Task brief: All lines in the data below carrying the string "image" are to be located and copied.

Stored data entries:

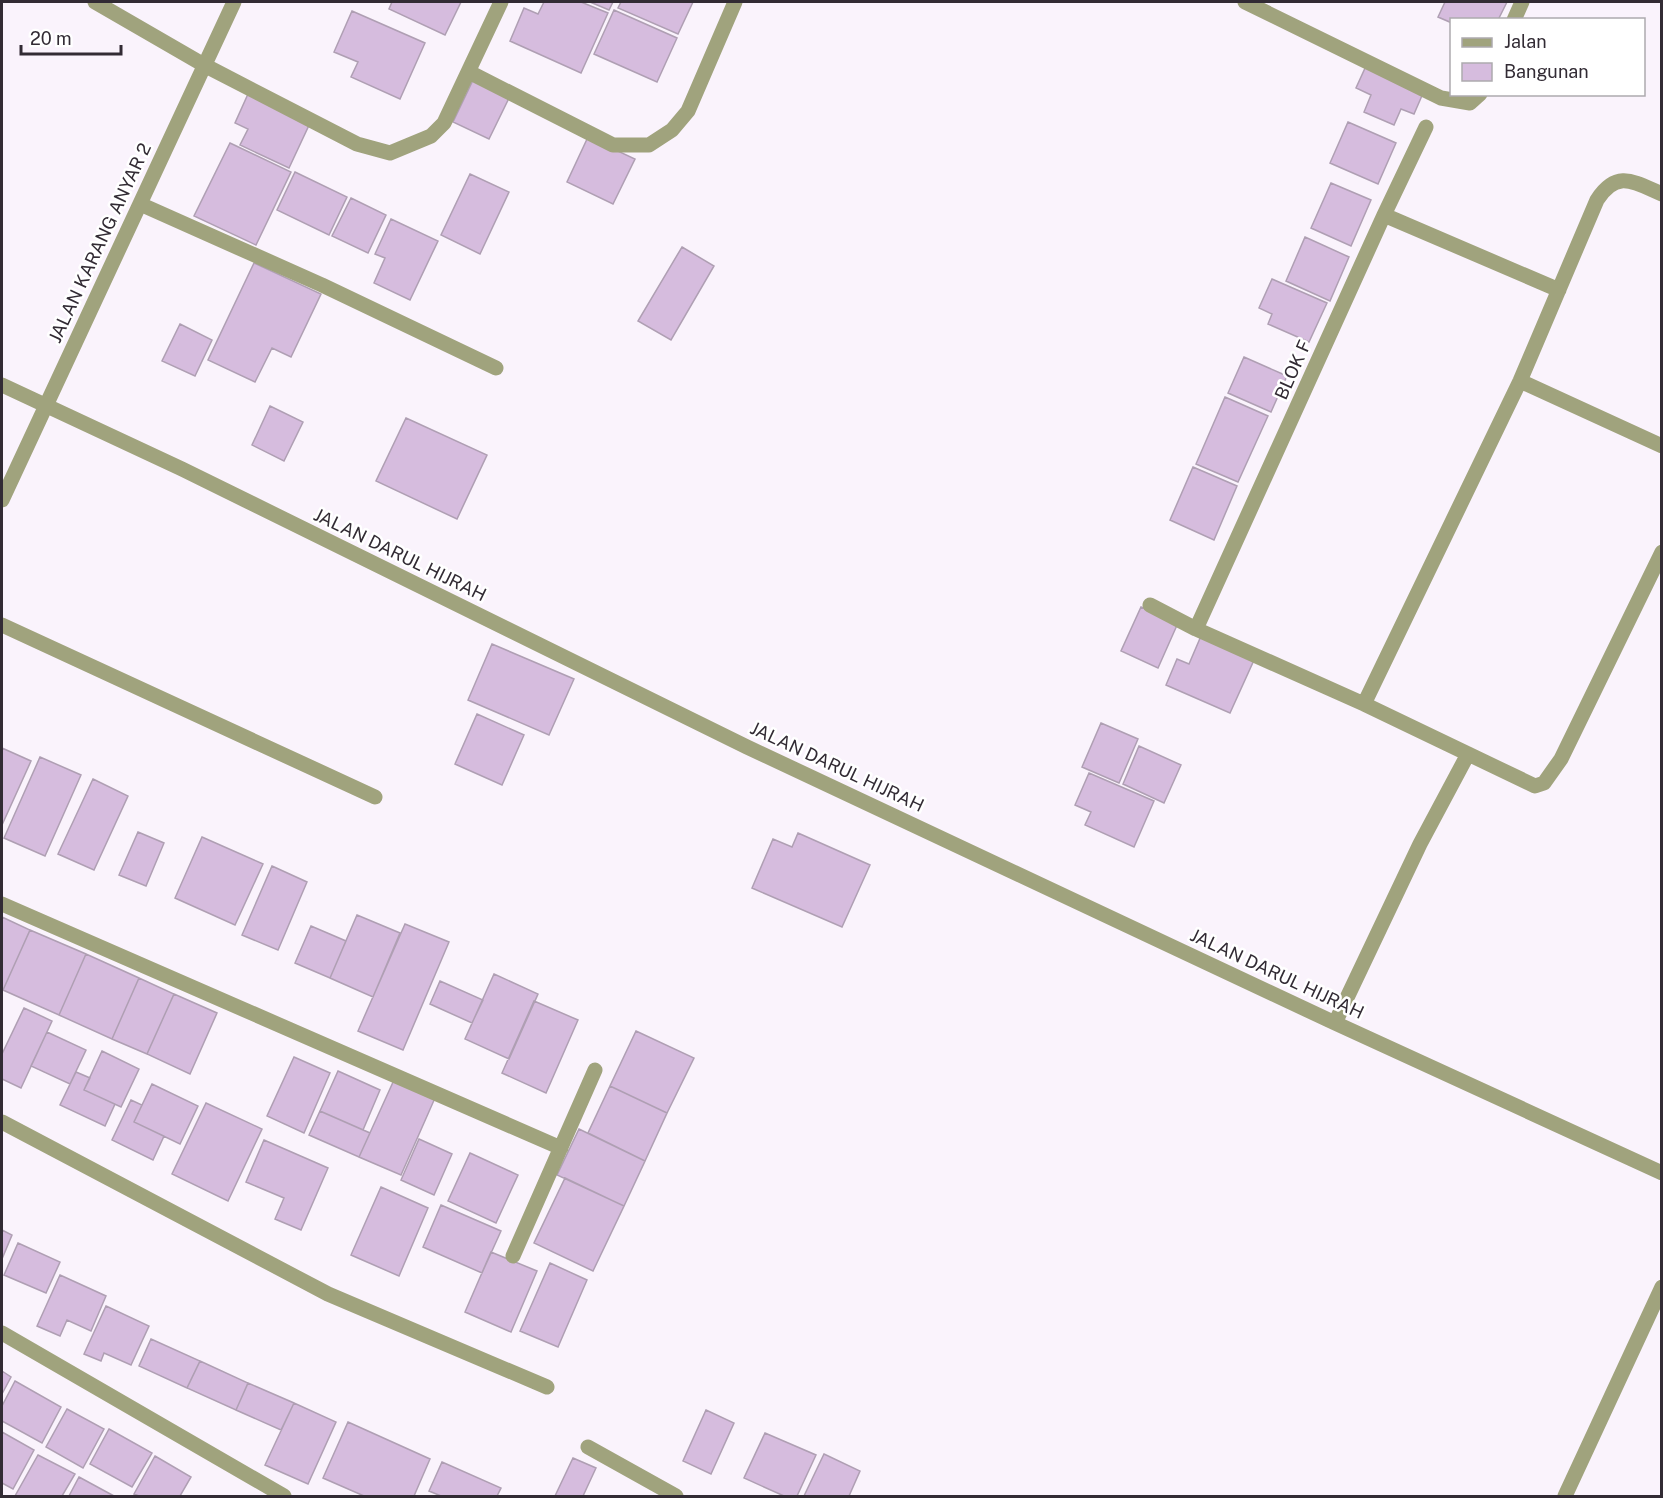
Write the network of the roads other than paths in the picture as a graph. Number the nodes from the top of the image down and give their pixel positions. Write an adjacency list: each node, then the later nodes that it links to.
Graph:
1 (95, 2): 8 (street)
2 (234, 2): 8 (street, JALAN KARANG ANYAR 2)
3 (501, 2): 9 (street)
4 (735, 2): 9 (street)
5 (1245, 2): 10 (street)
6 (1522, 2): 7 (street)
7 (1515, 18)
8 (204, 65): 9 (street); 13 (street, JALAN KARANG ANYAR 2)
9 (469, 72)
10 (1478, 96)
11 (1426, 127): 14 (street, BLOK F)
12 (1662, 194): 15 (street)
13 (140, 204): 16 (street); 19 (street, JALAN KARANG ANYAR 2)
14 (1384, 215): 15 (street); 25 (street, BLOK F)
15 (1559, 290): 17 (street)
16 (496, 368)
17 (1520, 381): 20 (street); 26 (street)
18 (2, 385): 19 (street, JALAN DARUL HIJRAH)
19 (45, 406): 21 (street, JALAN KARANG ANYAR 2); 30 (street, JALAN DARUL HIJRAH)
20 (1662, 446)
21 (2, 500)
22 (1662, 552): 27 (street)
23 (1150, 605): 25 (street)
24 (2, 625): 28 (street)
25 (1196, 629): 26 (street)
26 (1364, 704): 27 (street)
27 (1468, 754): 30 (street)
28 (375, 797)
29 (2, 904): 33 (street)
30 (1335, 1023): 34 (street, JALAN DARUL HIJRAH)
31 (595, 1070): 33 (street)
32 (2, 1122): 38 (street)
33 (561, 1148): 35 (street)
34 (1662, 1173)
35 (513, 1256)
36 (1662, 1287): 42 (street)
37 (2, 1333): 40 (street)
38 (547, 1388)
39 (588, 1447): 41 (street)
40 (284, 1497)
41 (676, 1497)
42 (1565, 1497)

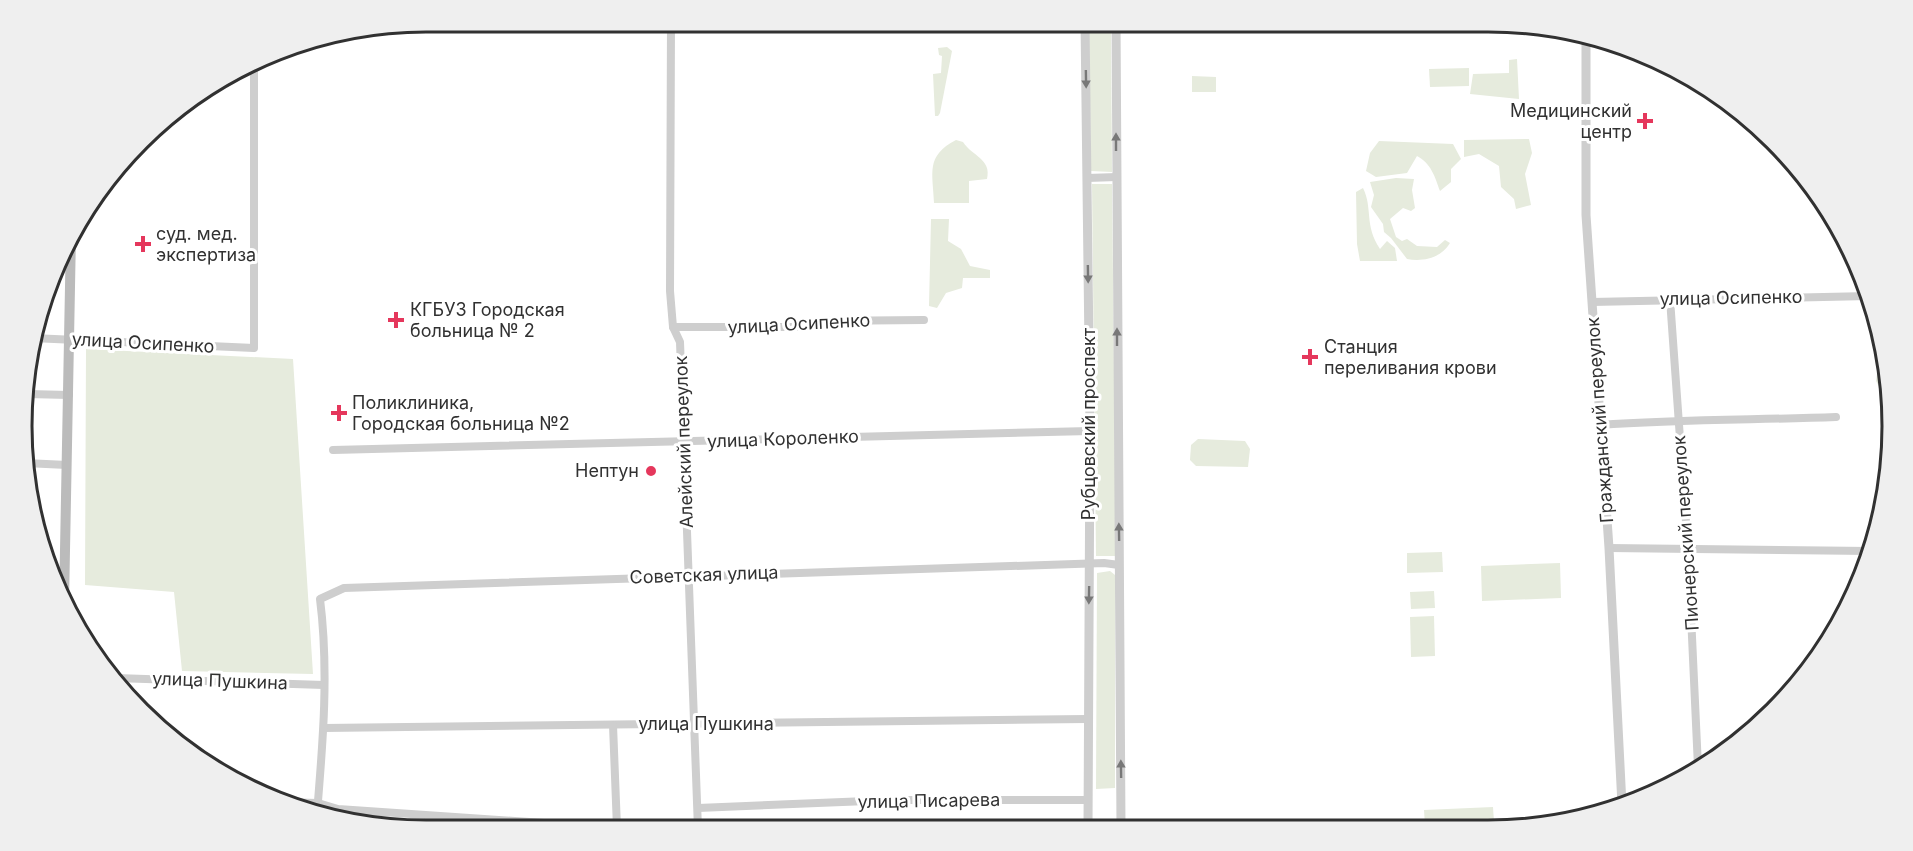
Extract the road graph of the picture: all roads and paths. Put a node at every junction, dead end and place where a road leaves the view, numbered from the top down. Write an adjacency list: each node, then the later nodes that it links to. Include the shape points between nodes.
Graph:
--
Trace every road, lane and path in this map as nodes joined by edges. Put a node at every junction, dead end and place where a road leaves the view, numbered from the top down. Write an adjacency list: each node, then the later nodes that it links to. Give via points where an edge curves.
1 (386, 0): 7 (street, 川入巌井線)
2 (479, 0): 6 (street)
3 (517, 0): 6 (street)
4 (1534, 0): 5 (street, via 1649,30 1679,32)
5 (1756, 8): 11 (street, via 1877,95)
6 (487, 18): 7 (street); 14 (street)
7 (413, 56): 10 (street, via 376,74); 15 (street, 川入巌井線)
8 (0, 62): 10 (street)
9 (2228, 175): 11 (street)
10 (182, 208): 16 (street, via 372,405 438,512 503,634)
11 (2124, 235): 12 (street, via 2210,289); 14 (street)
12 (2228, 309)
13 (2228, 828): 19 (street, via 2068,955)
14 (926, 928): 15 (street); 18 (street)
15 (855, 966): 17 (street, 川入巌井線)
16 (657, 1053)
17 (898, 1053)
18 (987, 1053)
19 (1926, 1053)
--
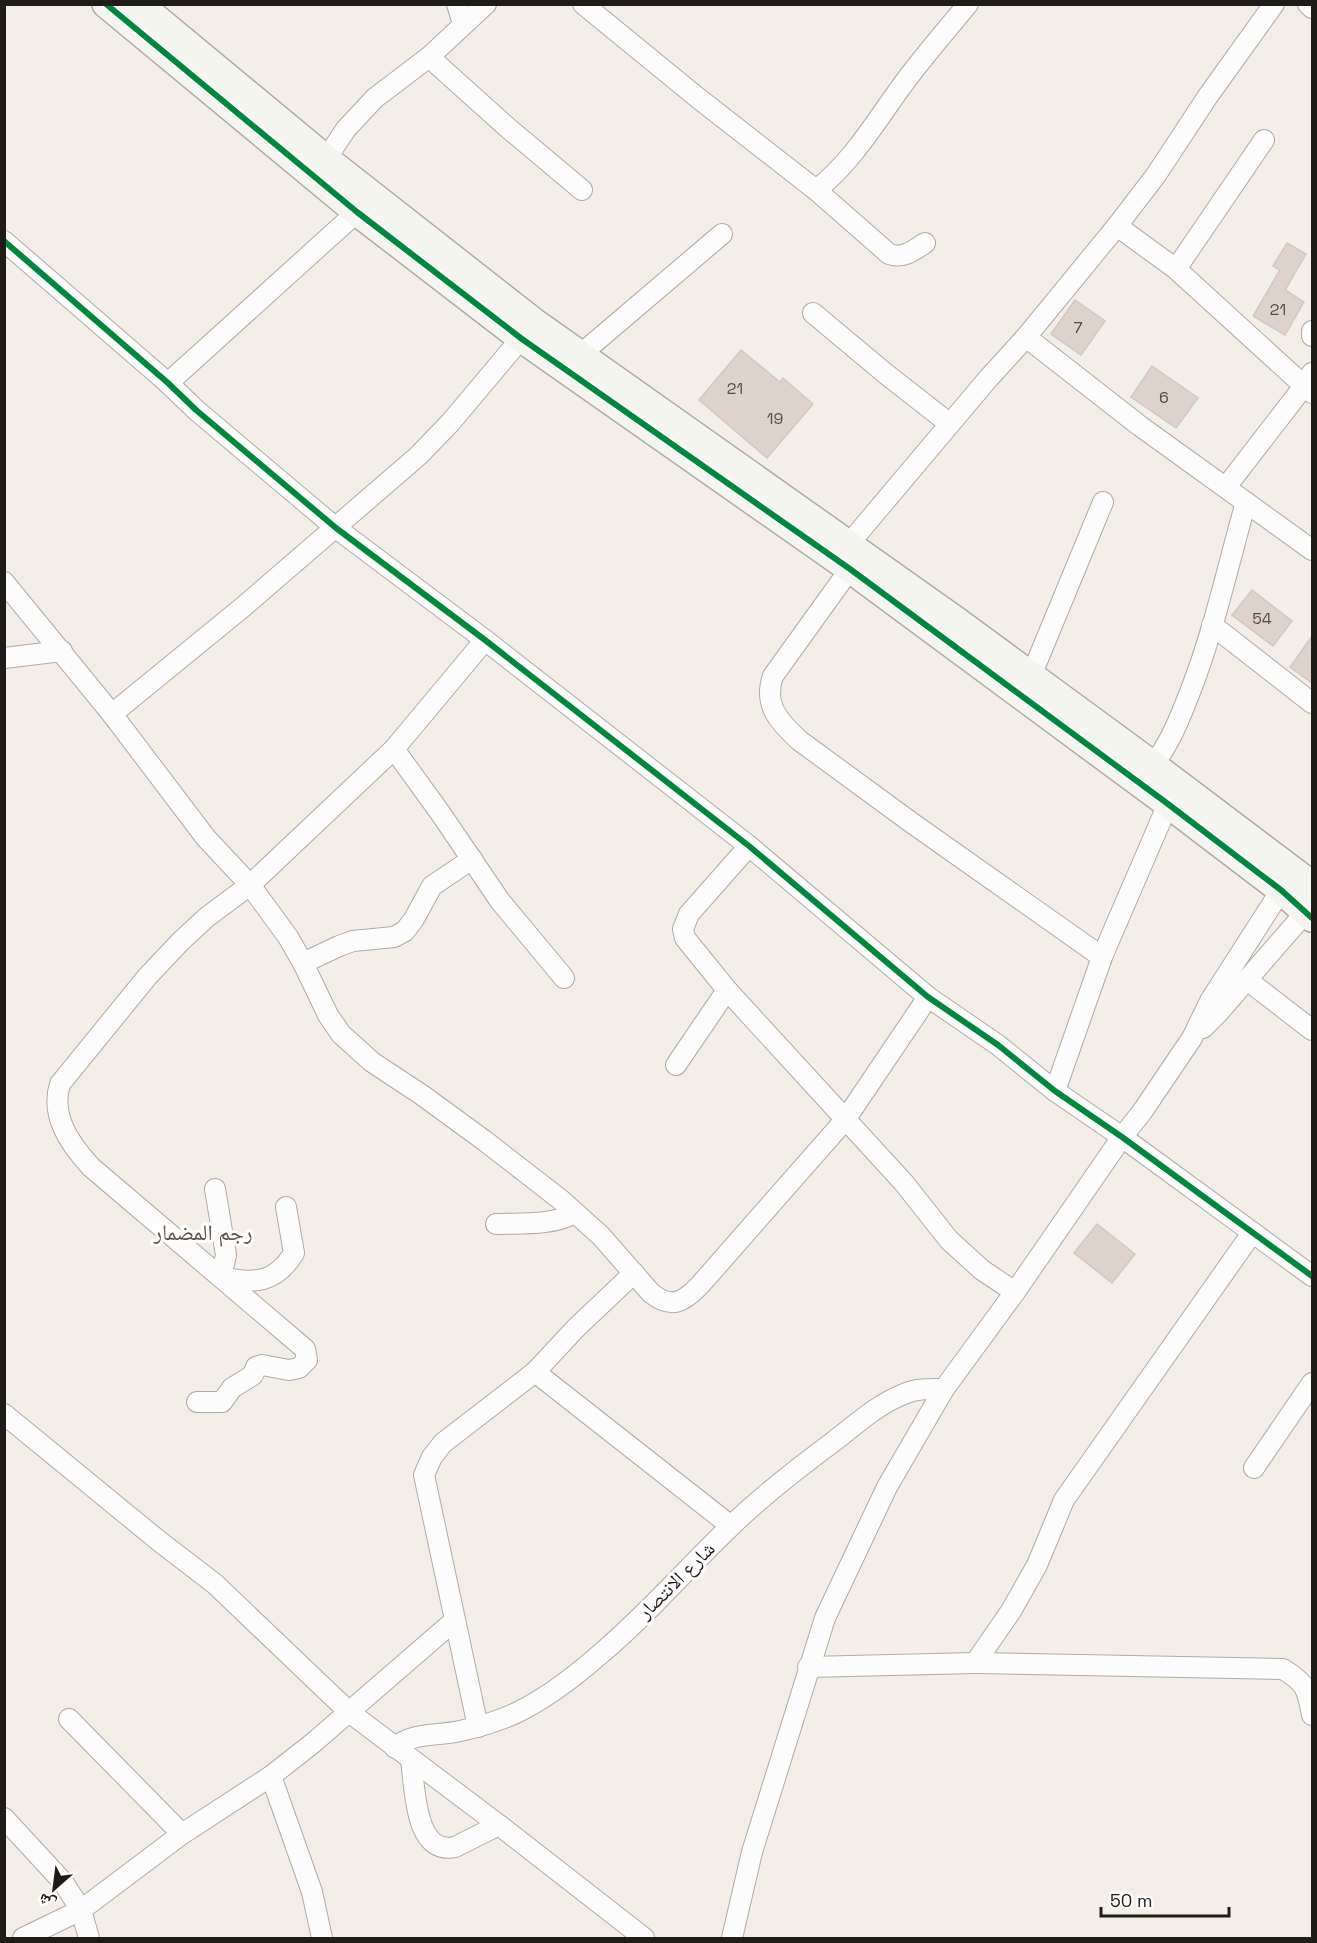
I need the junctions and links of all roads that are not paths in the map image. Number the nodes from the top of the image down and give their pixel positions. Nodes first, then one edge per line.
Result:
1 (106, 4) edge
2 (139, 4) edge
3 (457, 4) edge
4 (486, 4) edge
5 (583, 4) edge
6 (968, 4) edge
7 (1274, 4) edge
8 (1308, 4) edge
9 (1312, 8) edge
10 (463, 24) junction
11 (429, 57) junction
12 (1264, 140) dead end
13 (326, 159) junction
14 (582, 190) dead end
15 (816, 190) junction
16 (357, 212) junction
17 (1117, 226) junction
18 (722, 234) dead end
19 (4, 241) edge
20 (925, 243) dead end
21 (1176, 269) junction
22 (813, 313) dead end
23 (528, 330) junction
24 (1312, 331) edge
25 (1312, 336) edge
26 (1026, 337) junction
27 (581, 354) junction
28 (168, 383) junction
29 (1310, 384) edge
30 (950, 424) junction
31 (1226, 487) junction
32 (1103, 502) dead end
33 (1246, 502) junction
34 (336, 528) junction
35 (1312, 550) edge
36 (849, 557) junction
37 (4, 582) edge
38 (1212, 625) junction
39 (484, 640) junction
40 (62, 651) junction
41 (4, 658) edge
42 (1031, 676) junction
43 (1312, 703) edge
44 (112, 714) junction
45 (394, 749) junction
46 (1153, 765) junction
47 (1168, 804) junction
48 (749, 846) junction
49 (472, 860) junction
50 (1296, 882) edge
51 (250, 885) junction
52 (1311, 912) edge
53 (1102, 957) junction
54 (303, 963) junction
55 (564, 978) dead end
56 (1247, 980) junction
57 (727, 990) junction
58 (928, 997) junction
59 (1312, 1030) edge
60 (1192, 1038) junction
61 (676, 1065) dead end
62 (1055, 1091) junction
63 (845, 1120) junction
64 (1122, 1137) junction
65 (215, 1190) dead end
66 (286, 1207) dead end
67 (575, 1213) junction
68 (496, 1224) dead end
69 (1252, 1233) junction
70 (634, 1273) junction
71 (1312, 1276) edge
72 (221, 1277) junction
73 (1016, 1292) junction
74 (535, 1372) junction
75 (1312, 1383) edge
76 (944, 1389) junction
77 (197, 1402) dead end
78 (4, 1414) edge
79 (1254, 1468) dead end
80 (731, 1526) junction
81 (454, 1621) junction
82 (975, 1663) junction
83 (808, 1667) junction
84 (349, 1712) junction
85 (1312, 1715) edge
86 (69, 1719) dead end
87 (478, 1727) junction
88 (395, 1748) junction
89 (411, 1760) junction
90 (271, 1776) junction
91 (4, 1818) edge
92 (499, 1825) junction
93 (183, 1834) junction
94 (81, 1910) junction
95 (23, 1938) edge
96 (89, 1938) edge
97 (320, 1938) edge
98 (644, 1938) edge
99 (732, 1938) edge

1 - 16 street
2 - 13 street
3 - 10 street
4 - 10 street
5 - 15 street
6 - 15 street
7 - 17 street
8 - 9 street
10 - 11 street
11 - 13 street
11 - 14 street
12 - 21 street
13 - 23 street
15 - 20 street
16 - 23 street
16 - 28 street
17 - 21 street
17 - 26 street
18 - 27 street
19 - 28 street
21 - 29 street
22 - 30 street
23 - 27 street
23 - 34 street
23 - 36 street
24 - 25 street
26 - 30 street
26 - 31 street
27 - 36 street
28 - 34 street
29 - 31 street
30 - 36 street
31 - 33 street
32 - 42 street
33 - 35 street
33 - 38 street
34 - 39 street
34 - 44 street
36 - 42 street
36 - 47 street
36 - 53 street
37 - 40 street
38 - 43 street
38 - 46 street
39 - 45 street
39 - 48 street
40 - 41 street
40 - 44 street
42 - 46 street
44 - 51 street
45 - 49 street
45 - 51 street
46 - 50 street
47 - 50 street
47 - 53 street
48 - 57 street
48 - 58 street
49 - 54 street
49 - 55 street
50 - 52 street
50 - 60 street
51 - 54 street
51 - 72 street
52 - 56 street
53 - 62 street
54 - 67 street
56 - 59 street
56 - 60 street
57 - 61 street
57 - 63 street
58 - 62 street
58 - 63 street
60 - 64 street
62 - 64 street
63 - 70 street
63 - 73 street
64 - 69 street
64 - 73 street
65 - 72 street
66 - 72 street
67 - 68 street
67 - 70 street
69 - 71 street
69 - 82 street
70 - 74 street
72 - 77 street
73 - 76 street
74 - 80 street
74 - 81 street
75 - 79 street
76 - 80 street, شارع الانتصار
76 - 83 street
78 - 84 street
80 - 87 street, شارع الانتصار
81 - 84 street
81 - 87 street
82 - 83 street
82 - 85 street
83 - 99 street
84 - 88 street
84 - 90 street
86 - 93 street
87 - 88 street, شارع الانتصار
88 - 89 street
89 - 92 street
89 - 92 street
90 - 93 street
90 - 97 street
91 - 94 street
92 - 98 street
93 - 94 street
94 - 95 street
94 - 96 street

Task output:
Write the network of the roads other than paths in the picture as a graph. Number the nodes from the top of the image down and give their pixel positions. Write an adjacency list: each node, then the later nodes that it links to.
I need the junctions and links of all roads that are not paths in the map image. Number the nodes from the top of the image down and give their pixel positions. Nodes first, then one edge per line.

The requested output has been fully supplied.